Watches & Wonders 2020: tout est là mais il manque l'essentiel

Finalement la situation sanitaire actuelle aura permis de tester d'une certaine façon ce que peut être un salon horloger virtuel. Après tout, c'était ce qu'un certain nombre souhaitait lorsque se posait la question de l'avenir des salons et pas seulement celui de Baselworld. Mais à quoi servent ces grandes messes alors qu'une présentation en ligne suffit? Mais oui, après tout à quoi cela peut bien servir puisque les photos sur Instagram, les vidéos permettent de présenter les produits?

Eh bien la démonstration vient d'être faite avec la présentation des nouveautés de Watches & Wonders 2020: un salon horloger physique sert à quelque chose, plus que jamais.

J'ai rarement ressenti un tel manque d'âme, de chaleur dans cet étalage de nouveautés. Certes, les marques ont bien travaillé et certaines ont veillé à se distinguer dans dans la forme que dans le fond. Mais ce bombardement de photos corporate reprises par tous les médias de la terre (que l'on sentait dans les starting-blocks... attention à 17h59 CET aujourd'hui, tout le monde était prêt à dégainer...) tourne très vite en rond. Chacun va sur son commentaire sur des montres que personne n'a vu. Alors à part répéter le communiqué de presse, l'exercice peut très vite s'avérer vain. C'est pour cela que je donnerai mon avis de façon concise... parce que moins j'en dirai, plus j'éviterai de raconter n'importe quoi. Trop de choses arrivent en même temps et on a du mal à hiérarchiser. Alors qu'en étant présent sur le Salon, on découvre petit à petit les nouveautés et surtout on les découvre avec le plaisir de la surprise. L'atmosphère et la fébrilité des stands me manquent mais ce sont surtout les discussions et les échanges avec les acteurs et les autres visiteurs qui me font le plus défaut: combien de fois une discussion impromptue dans un couloir m'a donné une autre perspective, une autre façon de penser? Une montre, c'est une aventure humaine avant tout. La présentation virtuelle désincarne totalement.
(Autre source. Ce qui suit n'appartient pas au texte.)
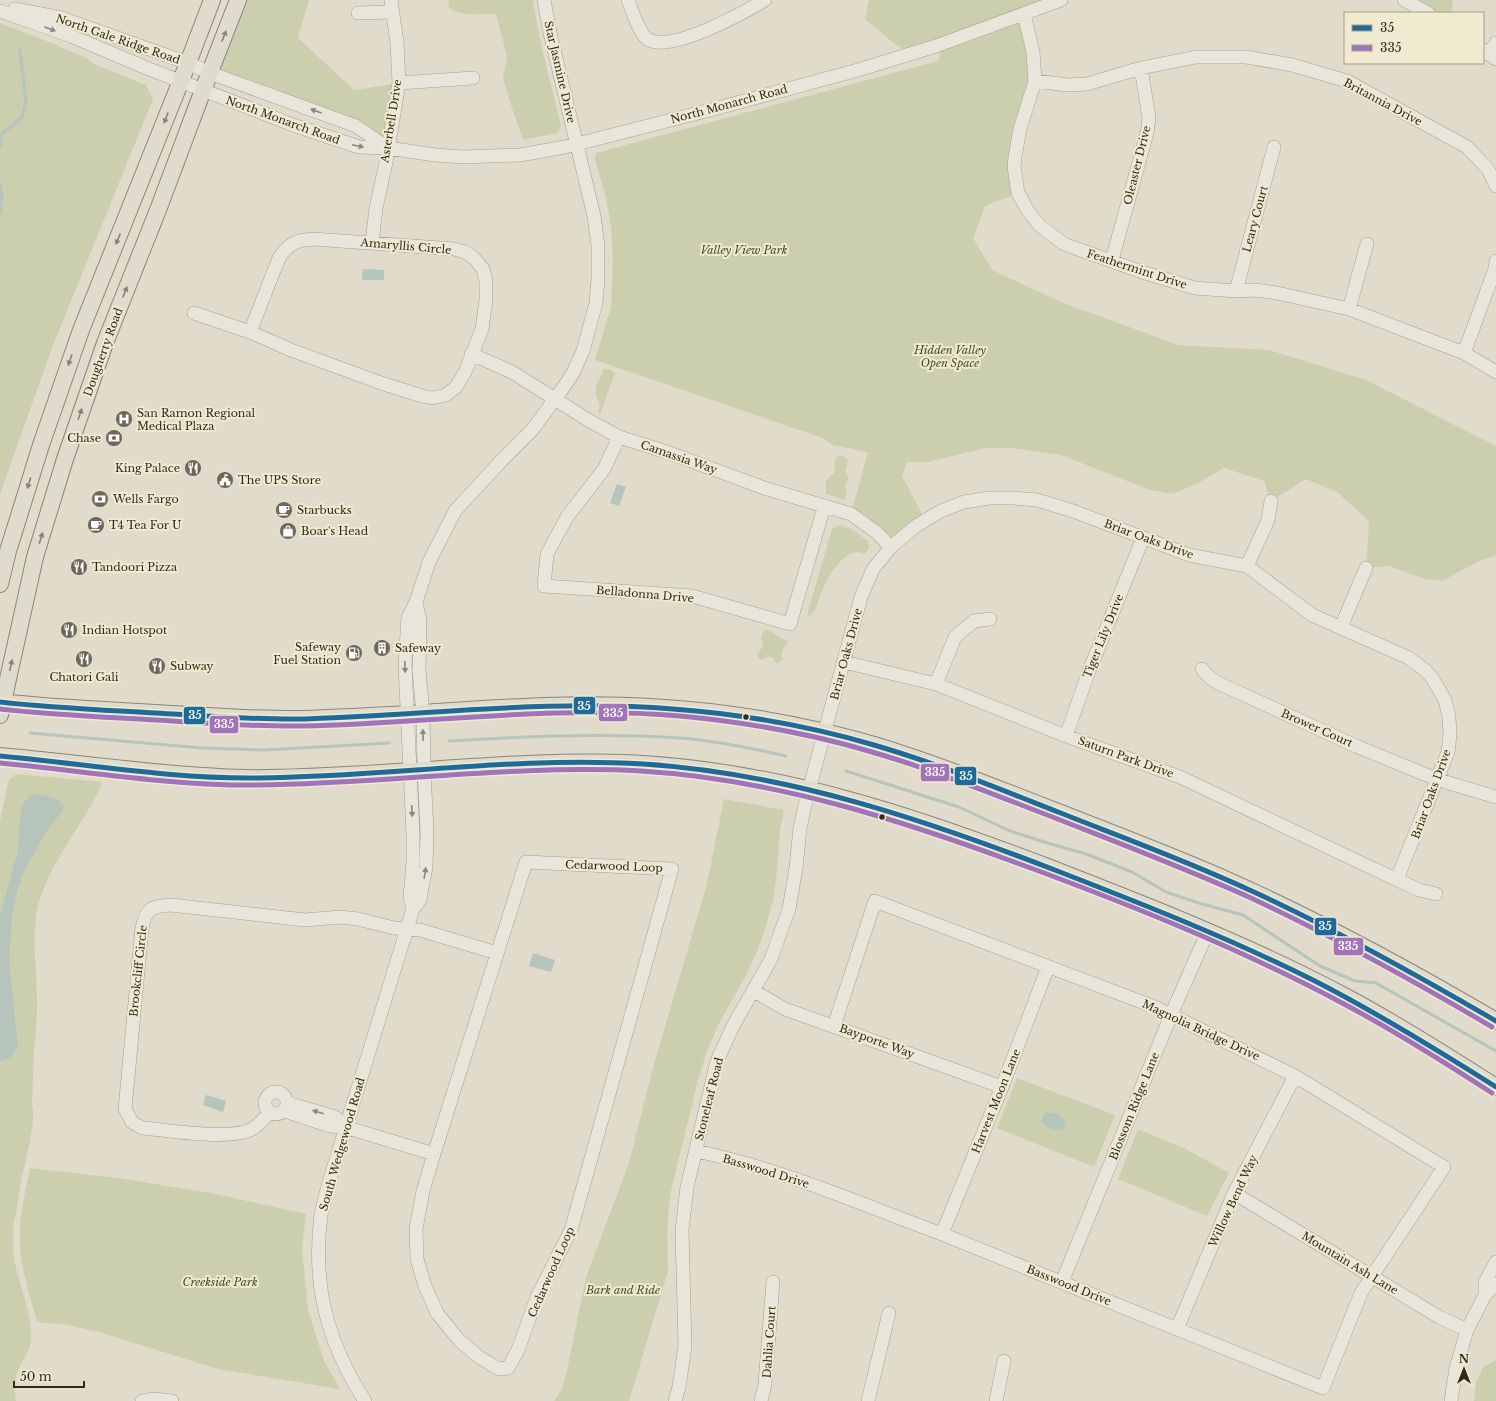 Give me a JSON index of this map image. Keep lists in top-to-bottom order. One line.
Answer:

Et puis, l'horlogerie, c'est une histoire de produit. Une montre, cela se touche, cela se caresse, cela se porte, cela se voit, cela s'entend. Une montre mobilise quasiment tous les sens... même parfois l'odorat... n'est-ce pas avec les bracelets caoutchouc vanille? Comment peut-on décemment écrire un article complet sur une montre répétition minutes sans l'avoir entendue? Comment peut-on écrire sur un chronographe sans avoir joué avec les poussoirs ? Comment décrire le plaisir du remontage ? Le confort au porter ? Comment parler de lisibilité?

Cela n'empêche pas les experts de s'exprimer longuement sur tel ou tel modèle interprété uniquement grâce aux photos des marques. Même pour ceux qui ne se rendent pas sur les salons, la frustration peut être grande: impossible d'avoir des photos live, plus décontractées, moins calculées et surtout... moins retouchées!

Bref, l'expérience de Watches & Wonders 2020 est extrêmement révélatrice: elle met d'abord en avant le professionnalisme de l'organisation et le sérieux avec lequel cette révélation des nouveautés a été faite. Et de toutes les façons: il était impossible de faire autrement dans le contexte dans lequel nous nous trouvons. Mais elle démontre aussi qu'un salon n'est pas qu'une cérémonie de présentation de nouvelles montres. C'est un lieu d'échange, une Agora où tous les acteurs se rencontrent, partagent, soutiennent ou critiquent des idées, des projets, des concepts. Et cette émulsion me manque beaucoup. Alors je croise les doigts pour que l'édition 2021 puisse se tenir sans encombre (nous savons tous, hélas, que la crise sanitaire va durer...) car l'horlogerie, petite industrie, a plus que jamais besoin d'avoir un véritable lieu de rassemblement. De rassemblement physique et pas virtuel.